MP for North Tongu
- Incumbent
- Assumed office 7 January 2005
- President: John Agyekum Kuffour

Personal details
- Born: 21 July 1948 (age 77) Dofor-Adidome, Volta Region Ghana)
- Party: National Democratic Congress
- Children: 4
- Alma mater: University of Chicago, United States
- Occupation: Politician
- Profession: ICT Specialist

= Charles Hodogbey =

Ghanaian politician

Charles Hodogbey (born July 21, 1948) is an ICT Specialist and politician of the Republic of Ghana. He was the member of parliament that represented North Tongu (Ghana parliament constituency) Volta Region under the ticket of the National Democratic Congress in the 5th Parliament of the 4th Republic of Ghana.
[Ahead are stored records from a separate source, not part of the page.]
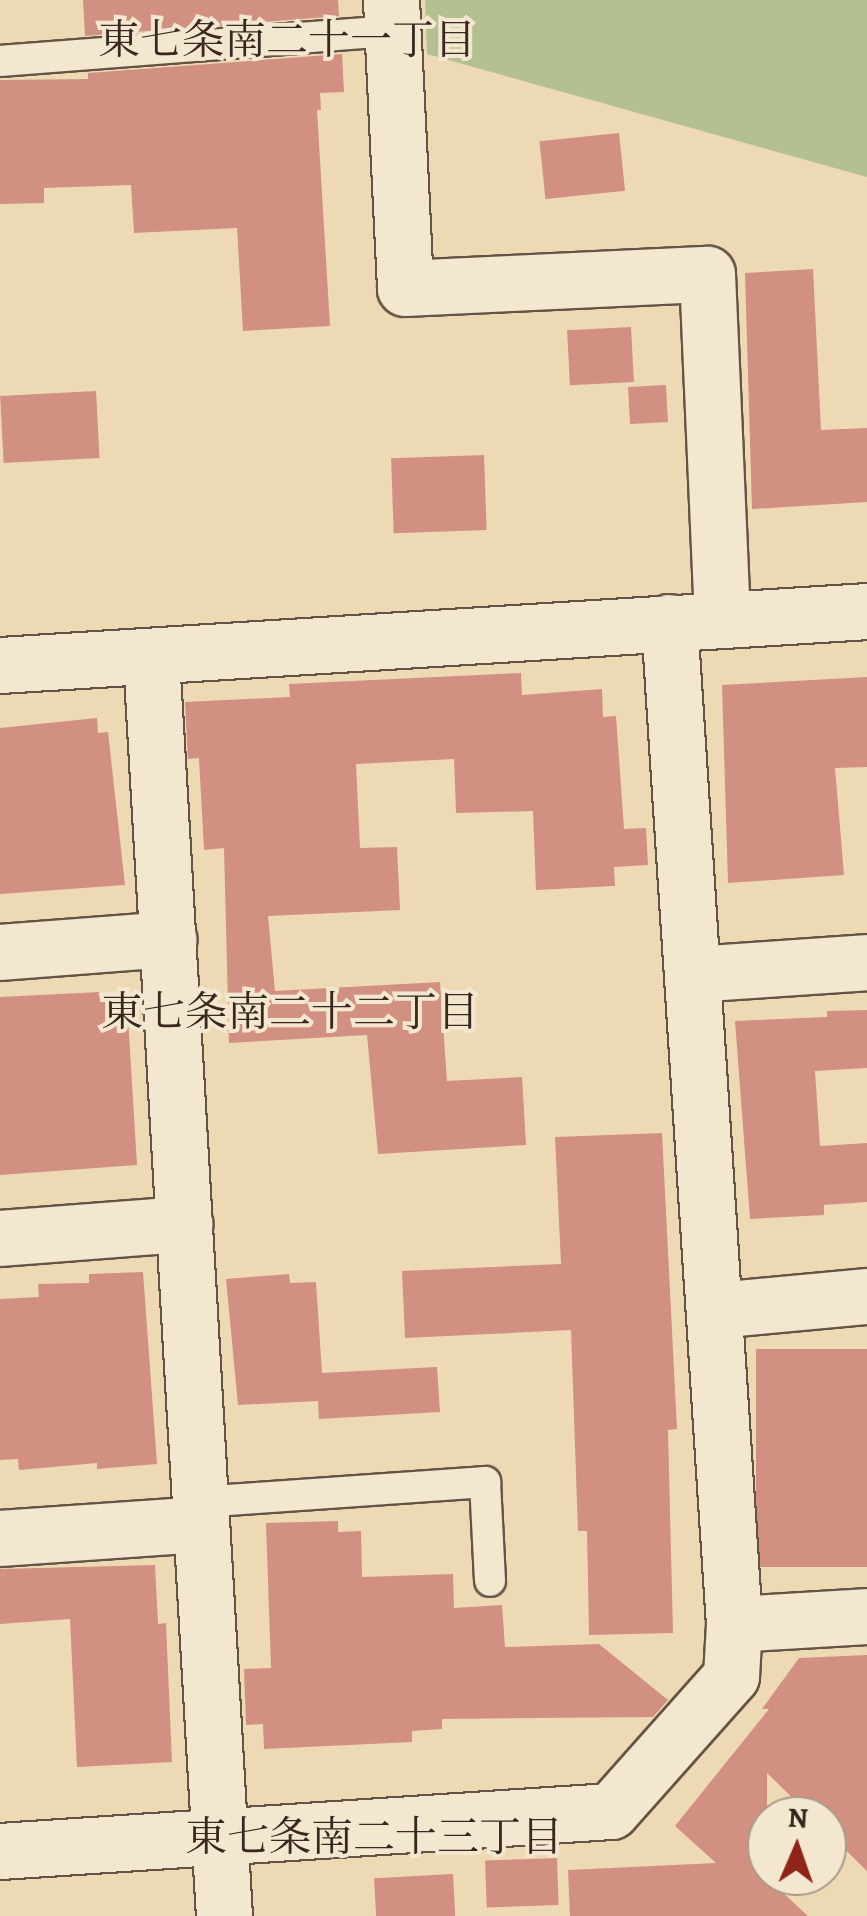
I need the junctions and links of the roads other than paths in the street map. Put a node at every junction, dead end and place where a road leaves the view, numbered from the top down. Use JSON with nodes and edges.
{"nodes":[{"id":1,"x":392,"y":16,"type":"edge"},
{"id":2,"x":0,"y":60,"type":"edge"},
{"id":3,"x":867,"y":610,"type":"edge"},
{"id":4,"x":696,"y":620,"type":"junction"},
{"id":5,"x":151,"y":658,"type":"junction"},
{"id":6,"x":0,"y":665,"type":"edge"},
{"id":7,"x":168,"y":939,"type":"junction"},
{"id":8,"x":0,"y":952,"type":"edge"},
{"id":9,"x":867,"y":962,"type":"edge"},
{"id":10,"x":693,"y":974,"type":"junction"},
{"id":11,"x":184,"y":1224,"type":"junction"},
{"id":12,"x":0,"y":1238,"type":"edge"},
{"id":13,"x":867,"y":1296,"type":"edge"},
{"id":14,"x":715,"y":1310,"type":"junction"},
{"id":15,"x":201,"y":1513,"type":"junction"},
{"id":16,"x":0,"y":1538,"type":"edge"},
{"id":17,"x":490,"y":1581,"type":"dead end"},
{"id":18,"x":867,"y":1616,"type":"edge"},
{"id":19,"x":734,"y":1624,"type":"junction"},
{"id":20,"x":219,"y":1838,"type":"junction"},
{"id":21,"x":0,"y":1851,"type":"edge"},
{"id":22,"x":224,"y":1916,"type":"edge"}],
"edges":[{"from":1,"to":2,"type":"lane"},
{"from":1,"to":4,"type":"street"},
{"from":3,"to":4,"type":"street"},
{"from":4,"to":5,"type":"street"},
{"from":4,"to":10,"type":"street"},
{"from":5,"to":6,"type":"street"},
{"from":5,"to":7,"type":"street"},
{"from":7,"to":8,"type":"street"},
{"from":7,"to":11,"type":"street"},
{"from":9,"to":10,"type":"street"},
{"from":10,"to":14,"type":"street"},
{"from":11,"to":12,"type":"street"},
{"from":11,"to":15,"type":"street"},
{"from":13,"to":14,"type":"street"},
{"from":14,"to":19,"type":"street"},
{"from":15,"to":16,"type":"street"},
{"from":15,"to":17,"type":"lane"},
{"from":15,"to":20,"type":"street"},
{"from":18,"to":19,"type":"street"},
{"from":19,"to":20,"type":"street"},
{"from":20,"to":21,"type":"street"},
{"from":20,"to":22,"type":"street"}]}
== Early life and education ==
Charles Hodogbey was born in Dofor-Adidome in the Volta Region of Ghana. He was educated in the U.S. He holds a master's degree in management information systems from the De Paul University of Chicago in 1985.

== Personal life ==
He is married (with four children) and is a Christian (Evangelical Presbyterian).

== Career ==
He worked with the Department of Public Health, City of Chicago, U.S., as a principal programmer/analyst before he became a member of parliament for North Tongu.

== Politics ==
Charles Hodogbey is a member of the National Democratic Congress. He was a member of Ghana's parliament for North Tongu Constituency from 2009 up till 2013. He won with 22,876 votes out of the 29,116 valid votes cast = 78.6%.